Tuesday 23 and Wednesday 24 February 2021 - Invercargill
Public session - 7pm - 8.30pm - Venue to be confirmed.
Workshop ten - Te Anau
The focus of the workshop was to gain a deeper understanding of the potential methods and limits to achieve freshwater outcomes under the new National Policy Statement for Freshwater Management; to learn more about Te Tiriti O Waitangi and to understand impacts of cumulative effects and role of integrated catchment management. The forum members were able to build on our understanding of contaminant load and what this means for over allocation, and the cumulative effects this has on our rivers and estuaries. They know that there are challenging contaminant load problems that need to be addressed. They understand that all discharge sources, from rural, urban and industrial areas, will need to be considered when forming our advice to council and Te Ao Marama board.
The forum members appreciate that the impacts of climate change may further compound the challenge of effectively managing regional freshwater outcomes, with increasing frequency, size and duration of severe weather events predicted.
Workshop nine - Riversdale
Workshop nine was held in Riversdale. The focus of the workshop was around understanding the framework for determining the community values and objectives for freshwater and how the community and iwi values have been woven together. The forum also took a closer look at the policy tools available which will help in the Regional Forum's decision making for the recommendations they will provide to council and Te Ao Marama board.
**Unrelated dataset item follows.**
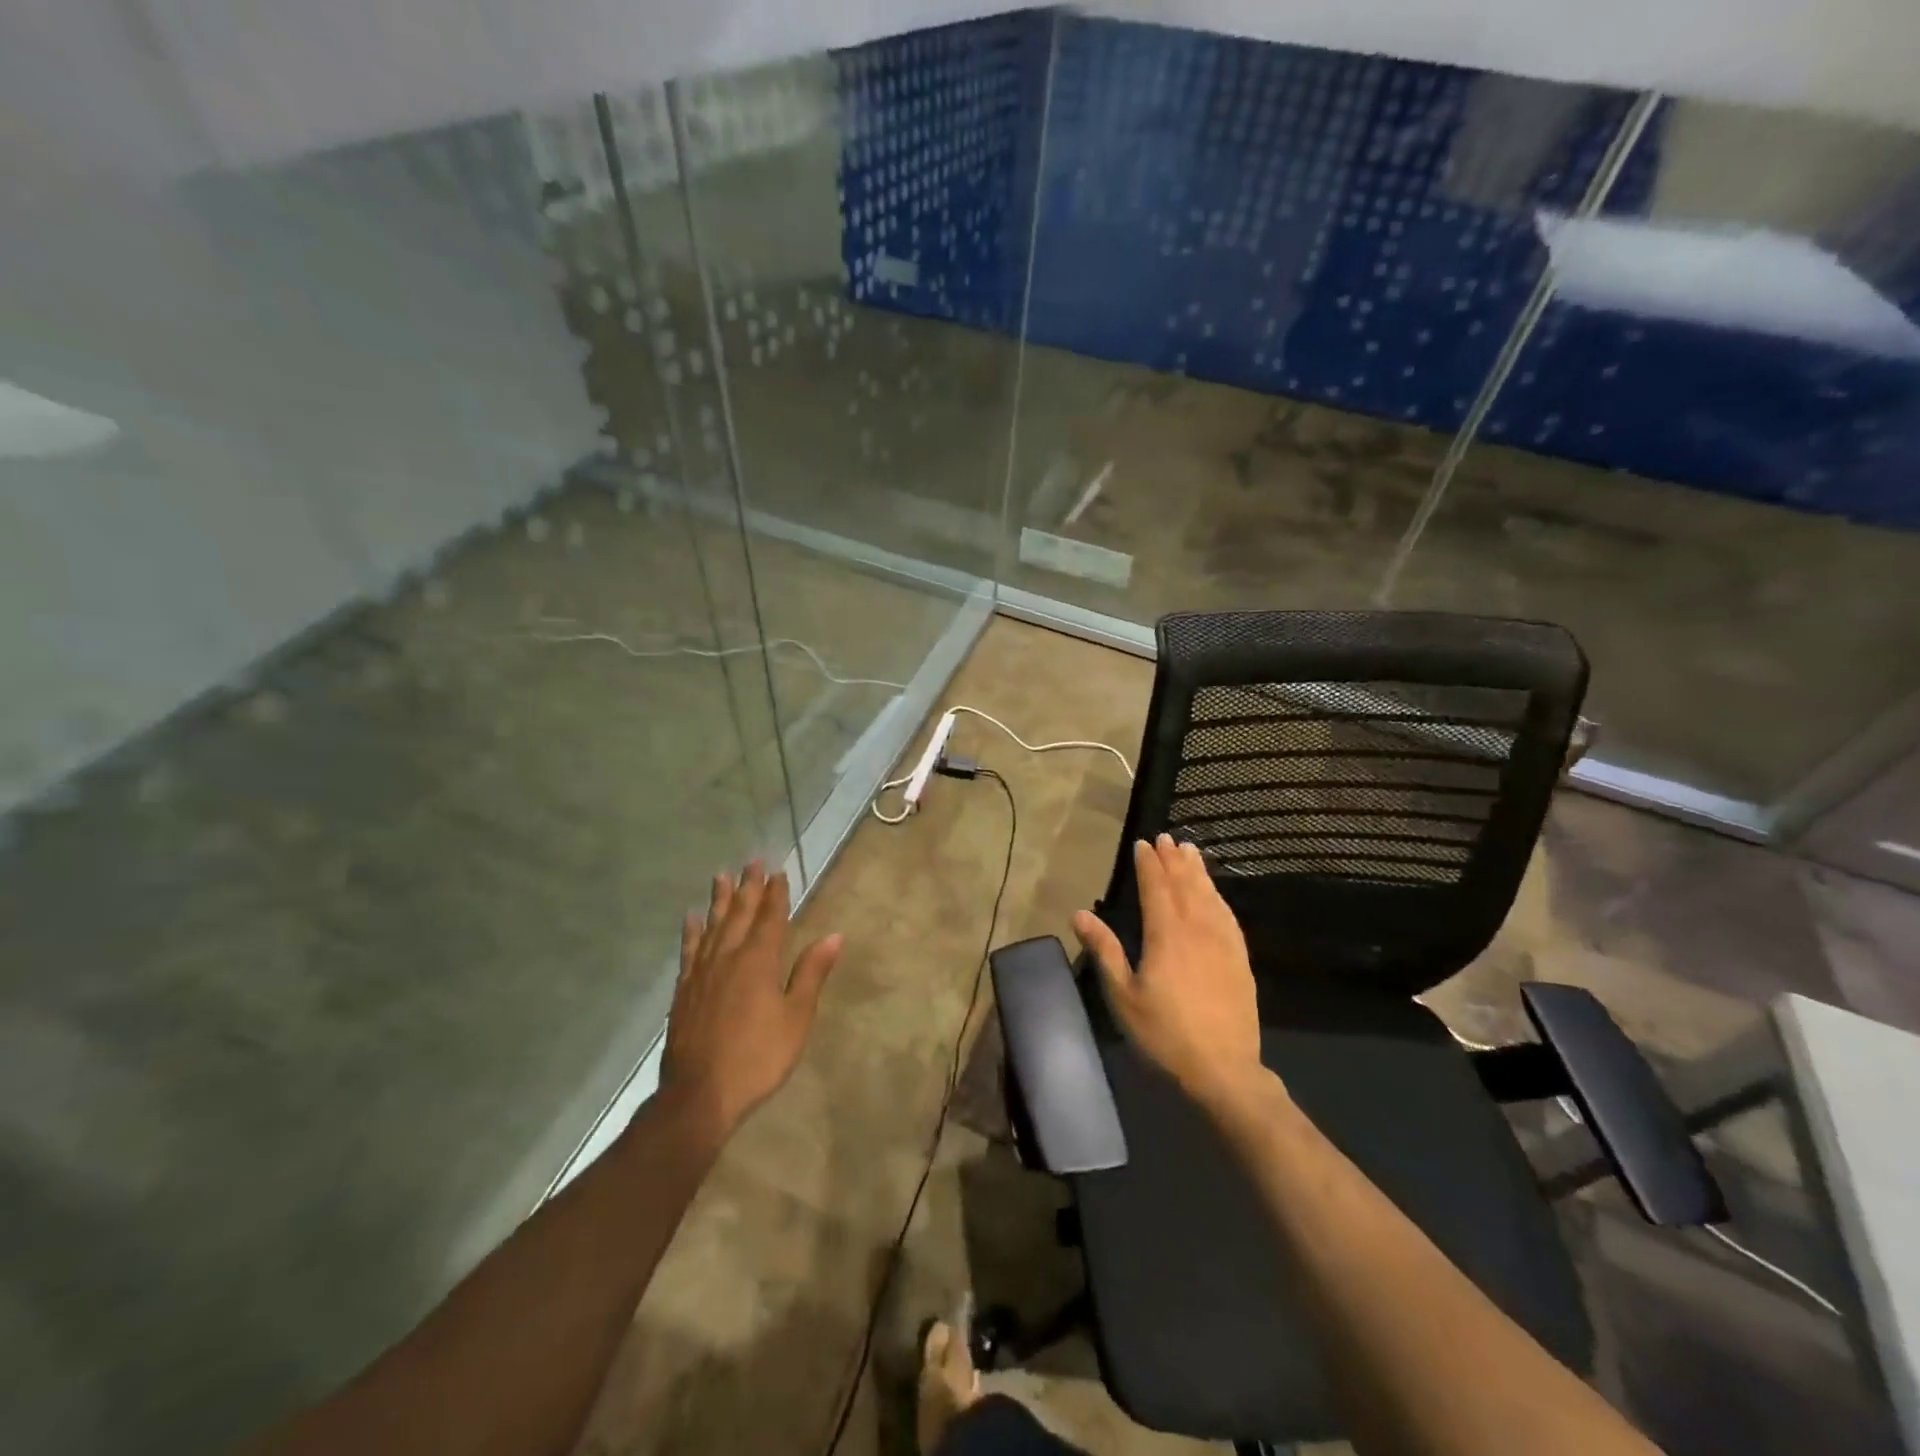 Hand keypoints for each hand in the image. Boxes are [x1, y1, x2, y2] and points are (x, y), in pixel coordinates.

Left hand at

They also began discussing how to apply the tools through scenario testing and gained a sense of scale of the change likely to be required to meet Southland’s freshwater objectives.
The eighth workshop was held in Riverton. It was the first opportunity for the forum members to get together since February and they made significant progress on understanding the policy context, learned more about uncertainty and began their discussions on the assessment criteria they will use to make decisions.
Throughout the two day workshop, the forum members spent time deepening their understanding and discussing the iwi values for water. They learned that the aspirations of the wider community align well with those of the people of Ngai Tahi ki Murihiku. They are considering all they have seen and heard over the last 10-12 months and are finalising their first package of advice to Council shortly [delayed due to COVID-19 restrictions].
Forum members were presented with the work from the iwi values workstream, which included a literature review and kanohi a kanohi (face-to-face) interviews with iwi from across Southland. They continued to learn about and discuss issues with Southland’s water quality and quantity and delver further into the detail around the draft freshwater objectives. The forum members are looking towards the end of Phase Two when they will put their first package of advice to Council and Te Ao Marama board members on potential methods to improve water quality.
The fifth workshop was held in Tuatapere, where forum members began to hear the results of the Share Your Wai campaign, which collected community values for water from people across Southland. They received their first look at the draft freshwater objectives package being developed for Southland, and spent time discussing national bottom lines and what these look like for Southland. This workshop is the first in Phase Two of the Regional Forum programme.
The fourth workshop was held in Invercargill, where forum members continued to build their knowledge of the Southland environment and the policy space they are working in. This workshop completes Phase One of the Regional Forum programme.
The third workshop was held in Te Anau, where forum members continued to build their knowledge of the Southland environment and the policy space they are working in.
During the second workshop in Gore, forum members had an opportunity to meet with members of the Environment Southland monitoring team and see how they carry out water quality and quantity monitoring at the Mataura River at Gore’s monitoring site.
The first workshop focused on allowing the members to start to get to know one another; to start exploring their roles and responsibilities as well as the roles of Environment Southland and Te Ao Marama; to start developing a code of conduct and begin to explore the context of the work ahead, in particular change and decision making.